- [PROMPT]:
Give back every line of the data below exactly.

- [Stored data entries]:
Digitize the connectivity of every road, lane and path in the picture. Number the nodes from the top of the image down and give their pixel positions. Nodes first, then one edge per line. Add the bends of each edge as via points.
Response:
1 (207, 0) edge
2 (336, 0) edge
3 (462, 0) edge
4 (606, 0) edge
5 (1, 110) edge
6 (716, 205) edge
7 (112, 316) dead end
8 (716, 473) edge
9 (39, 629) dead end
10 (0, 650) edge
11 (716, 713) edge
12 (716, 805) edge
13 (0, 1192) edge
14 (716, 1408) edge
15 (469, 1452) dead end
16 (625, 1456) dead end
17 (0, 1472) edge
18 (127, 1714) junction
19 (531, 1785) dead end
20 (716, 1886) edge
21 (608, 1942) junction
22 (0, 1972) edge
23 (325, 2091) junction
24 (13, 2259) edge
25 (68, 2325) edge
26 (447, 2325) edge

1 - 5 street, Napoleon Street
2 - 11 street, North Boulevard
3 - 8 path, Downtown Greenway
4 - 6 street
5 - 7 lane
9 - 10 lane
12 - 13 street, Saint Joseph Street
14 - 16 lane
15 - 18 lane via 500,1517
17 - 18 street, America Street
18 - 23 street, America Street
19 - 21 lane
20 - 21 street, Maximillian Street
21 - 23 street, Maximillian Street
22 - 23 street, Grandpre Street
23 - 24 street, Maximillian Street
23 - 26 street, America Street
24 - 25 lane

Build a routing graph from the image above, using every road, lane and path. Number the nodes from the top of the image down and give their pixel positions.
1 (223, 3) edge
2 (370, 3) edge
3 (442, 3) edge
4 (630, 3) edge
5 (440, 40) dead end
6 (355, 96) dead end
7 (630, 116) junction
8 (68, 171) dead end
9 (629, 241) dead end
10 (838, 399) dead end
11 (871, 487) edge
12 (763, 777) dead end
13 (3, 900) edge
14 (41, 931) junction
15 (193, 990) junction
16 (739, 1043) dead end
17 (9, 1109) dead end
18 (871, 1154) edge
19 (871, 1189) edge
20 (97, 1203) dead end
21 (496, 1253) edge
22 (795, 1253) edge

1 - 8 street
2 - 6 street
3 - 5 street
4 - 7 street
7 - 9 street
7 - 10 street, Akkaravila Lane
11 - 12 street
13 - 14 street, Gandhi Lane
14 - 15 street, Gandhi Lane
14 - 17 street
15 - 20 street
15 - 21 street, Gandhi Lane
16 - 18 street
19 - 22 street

- [WRITTEN REPLY]:
Digitize the connectivity of every road, lane and path in the picture. Number the nodes from the top of the image down and give their pixel positions. Nodes first, then one edge per line. Add the bends of each edge as via points.
Response:
1 (207, 0) edge
2 (336, 0) edge
3 (462, 0) edge
4 (606, 0) edge
5 (1, 110) edge
6 (716, 205) edge
7 (112, 316) dead end
8 (716, 473) edge
9 (39, 629) dead end
10 (0, 650) edge
11 (716, 713) edge
12 (716, 805) edge
13 (0, 1192) edge
14 (716, 1408) edge
15 (469, 1452) dead end
16 (625, 1456) dead end
17 (0, 1472) edge
18 (127, 1714) junction
19 (531, 1785) dead end
20 (716, 1886) edge
21 (608, 1942) junction
22 (0, 1972) edge
23 (325, 2091) junction
24 (13, 2259) edge
25 (68, 2325) edge
26 (447, 2325) edge

1 - 5 street, Napoleon Street
2 - 11 street, North Boulevard
3 - 8 path, Downtown Greenway
4 - 6 street
5 - 7 lane
9 - 10 lane
12 - 13 street, Saint Joseph Street
14 - 16 lane
15 - 18 lane via 500,1517
17 - 18 street, America Street
18 - 23 street, America Street
19 - 21 lane
20 - 21 street, Maximillian Street
21 - 23 street, Maximillian Street
22 - 23 street, Grandpre Street
23 - 24 street, Maximillian Street
23 - 26 street, America Street
24 - 25 lane

Build a routing graph from the image above, using every road, lane and path. Number the nodes from the top of the image down and give their pixel positions.
1 (223, 3) edge
2 (370, 3) edge
3 (442, 3) edge
4 (630, 3) edge
5 (440, 40) dead end
6 (355, 96) dead end
7 (630, 116) junction
8 (68, 171) dead end
9 (629, 241) dead end
10 (838, 399) dead end
11 (871, 487) edge
12 (763, 777) dead end
13 (3, 900) edge
14 (41, 931) junction
15 (193, 990) junction
16 (739, 1043) dead end
17 (9, 1109) dead end
18 (871, 1154) edge
19 (871, 1189) edge
20 (97, 1203) dead end
21 (496, 1253) edge
22 (795, 1253) edge

1 - 8 street
2 - 6 street
3 - 5 street
4 - 7 street
7 - 9 street
7 - 10 street, Akkaravila Lane
11 - 12 street
13 - 14 street, Gandhi Lane
14 - 15 street, Gandhi Lane
14 - 17 street
15 - 20 street
15 - 21 street, Gandhi Lane
16 - 18 street
19 - 22 street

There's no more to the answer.